Record excerpts:
::::
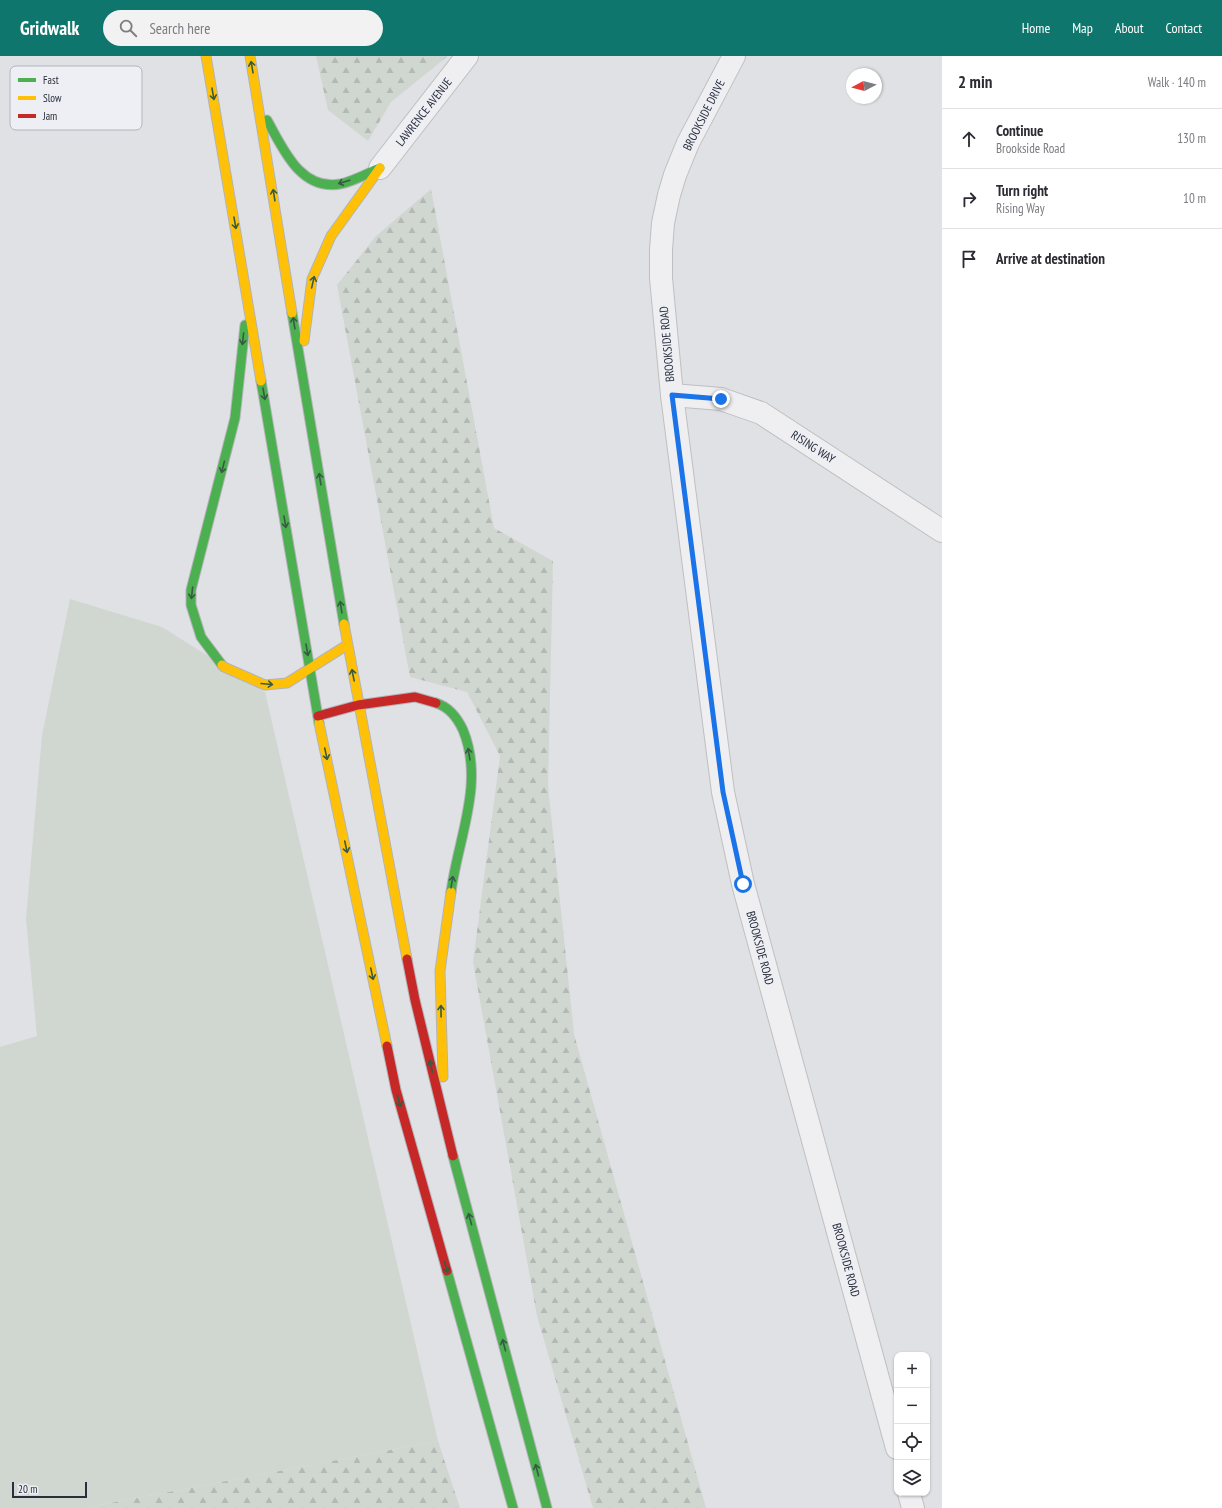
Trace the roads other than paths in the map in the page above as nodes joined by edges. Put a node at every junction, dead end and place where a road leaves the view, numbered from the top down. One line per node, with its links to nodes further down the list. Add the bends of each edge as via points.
1 (206, 56): 8 (highway, one-way to 8)
2 (250, 56): 5 (highway, one-way to 2)
3 (467, 56): 6 (street, LAWRENCE AVENUE)
4 (734, 56): 7 (street, BROOKSIDE DRIVE, via 688,143)
5 (260, 107): 6 (highway, one-way to 5, via 341,184 326,184 310,178 292,164); 9 (highway, one-way to 5)
6 (380, 168): 9 (highway, one-way to 6, via 312,279 331,236)
7 (675, 175): 10 (street, BROOKSIDE ROAD, via 663,223 661,250 661,278)
8 (248, 300): 13 (highway, one-way to 13); 13 (highway, one-way to 13, via 235,418 191,590 191,605 201,637 224,667 265,685 287,683)
9 (300, 362): 12 (highway, one-way to 9)
10 (672, 395): 11 (street, RISING WAY, via 721,399 761,413); 17 (street, BROOKSIDE ROAD, via 723,792 743,884)
11 (942, 531)
12 (347, 645): 13 (highway); 14 (highway, one-way to 12)
13 (310, 668): 15 (highway)
14 (358, 704): 15 (highway); 16 (highway, one-way to 14, via 415,1000); 16 (highway, one-way to 14, via 440,970 452,882 468,814 472,775 466,740 459,721 450,710 440,704 415,697)
15 (318, 716): 19 (highway, one-way to 19, via 396,1090)
16 (443, 1120): 20 (highway, one-way to 16)
17 (894, 1437)
18 (910, 1496): 21 (street)
19 (513, 1508)
20 (547, 1508)
21 (913, 1508)

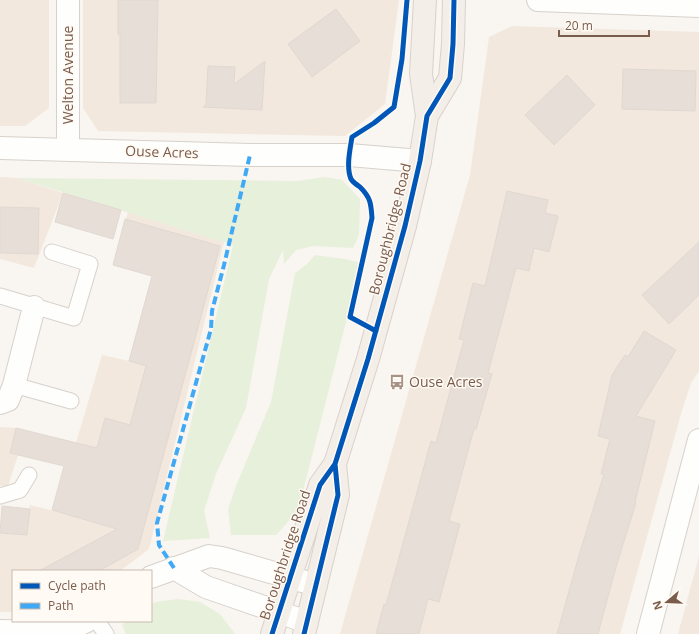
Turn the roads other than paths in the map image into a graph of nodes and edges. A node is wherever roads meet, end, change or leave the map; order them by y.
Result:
1 (68, 0) edge
2 (425, 0) edge
3 (454, 0) edge
4 (538, 0) edge
5 (699, 6) edge
6 (427, 116) junction
7 (0, 148) edge
8 (68, 150) junction
9 (420, 161) junction
10 (52, 252) dead end
11 (0, 296) edge
12 (34, 307) junction
13 (14, 385) junction
14 (71, 401) dead end
15 (0, 403) edge
16 (699, 440) edge
17 (335, 464) junction
18 (29, 475) dead end
19 (0, 496) edge
20 (174, 568) junction
21 (290, 576) junction
22 (152, 577) edge
23 (316, 585) junction
24 (278, 611) junction
25 (85, 622) edge
26 (98, 622) edge
27 (305, 628) edge
28 (0, 631) edge
29 (106, 634) edge
30 (272, 634) edge
31 (648, 634) edge

1 - 8 street, Welton Avenue
2 - 6 main road, Boroughbridge Road
3 - 6 main road, Boroughbridge Road
4 - 5 street
6 - 9 main road, Boroughbridge Road
7 - 8 street, Ouse Acres
8 - 9 street, Ouse Acres
9 - 17 main road, Boroughbridge Road
10 - 12 lane
11 - 12 lane
12 - 13 street
13 - 14 lane
13 - 15 street
16 - 31 street
17 - 21 main road, Boroughbridge Road
17 - 23 main road, Boroughbridge Road
18 - 19 lane
20 - 21 street
20 - 22 street
20 - 24 street
21 - 23 street, Boroughbridge Road
21 - 24 main road, Boroughbridge Road
23 - 27 main road, Boroughbridge Road
24 - 27 street, Boroughbridge Road
24 - 30 main road, Boroughbridge Road
25 - 28 street
26 - 29 lane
::::
What to do: Line by line, output the material above exactly, passing over the pictures.

Expected answer:
Trace the roads other than paths in the map in the page above as nodes joined by edges. Put a node at every junction, dead end and place where a road leaves the view, numbered from the top down. One line per node, with its links to nodes further down the list. Add the bends of each edge as via points.
1 (206, 56): 8 (highway, one-way to 8)
2 (250, 56): 5 (highway, one-way to 2)
3 (467, 56): 6 (street, LAWRENCE AVENUE)
4 (734, 56): 7 (street, BROOKSIDE DRIVE, via 688,143)
5 (260, 107): 6 (highway, one-way to 5, via 341,184 326,184 310,178 292,164); 9 (highway, one-way to 5)
6 (380, 168): 9 (highway, one-way to 6, via 312,279 331,236)
7 (675, 175): 10 (street, BROOKSIDE ROAD, via 663,223 661,250 661,278)
8 (248, 300): 13 (highway, one-way to 13); 13 (highway, one-way to 13, via 235,418 191,590 191,605 201,637 224,667 265,685 287,683)
9 (300, 362): 12 (highway, one-way to 9)
10 (672, 395): 11 (street, RISING WAY, via 721,399 761,413); 17 (street, BROOKSIDE ROAD, via 723,792 743,884)
11 (942, 531)
12 (347, 645): 13 (highway); 14 (highway, one-way to 12)
13 (310, 668): 15 (highway)
14 (358, 704): 15 (highway); 16 (highway, one-way to 14, via 415,1000); 16 (highway, one-way to 14, via 440,970 452,882 468,814 472,775 466,740 459,721 450,710 440,704 415,697)
15 (318, 716): 19 (highway, one-way to 19, via 396,1090)
16 (443, 1120): 20 (highway, one-way to 16)
17 (894, 1437)
18 (910, 1496): 21 (street)
19 (513, 1508)
20 (547, 1508)
21 (913, 1508)

Turn the roads other than paths in the map image into a graph of nodes and edges. A node is wherever roads meet, end, change or leave the map; order them by y.
Result:
1 (68, 0) edge
2 (425, 0) edge
3 (454, 0) edge
4 (538, 0) edge
5 (699, 6) edge
6 (427, 116) junction
7 (0, 148) edge
8 (68, 150) junction
9 (420, 161) junction
10 (52, 252) dead end
11 (0, 296) edge
12 (34, 307) junction
13 (14, 385) junction
14 (71, 401) dead end
15 (0, 403) edge
16 (699, 440) edge
17 (335, 464) junction
18 (29, 475) dead end
19 (0, 496) edge
20 (174, 568) junction
21 (290, 576) junction
22 (152, 577) edge
23 (316, 585) junction
24 (278, 611) junction
25 (85, 622) edge
26 (98, 622) edge
27 (305, 628) edge
28 (0, 631) edge
29 (106, 634) edge
30 (272, 634) edge
31 (648, 634) edge

1 - 8 street, Welton Avenue
2 - 6 main road, Boroughbridge Road
3 - 6 main road, Boroughbridge Road
4 - 5 street
6 - 9 main road, Boroughbridge Road
7 - 8 street, Ouse Acres
8 - 9 street, Ouse Acres
9 - 17 main road, Boroughbridge Road
10 - 12 lane
11 - 12 lane
12 - 13 street
13 - 14 lane
13 - 15 street
16 - 31 street
17 - 21 main road, Boroughbridge Road
17 - 23 main road, Boroughbridge Road
18 - 19 lane
20 - 21 street
20 - 22 street
20 - 24 street
21 - 23 street, Boroughbridge Road
21 - 24 main road, Boroughbridge Road
23 - 27 main road, Boroughbridge Road
24 - 27 street, Boroughbridge Road
24 - 30 main road, Boroughbridge Road
25 - 28 street
26 - 29 lane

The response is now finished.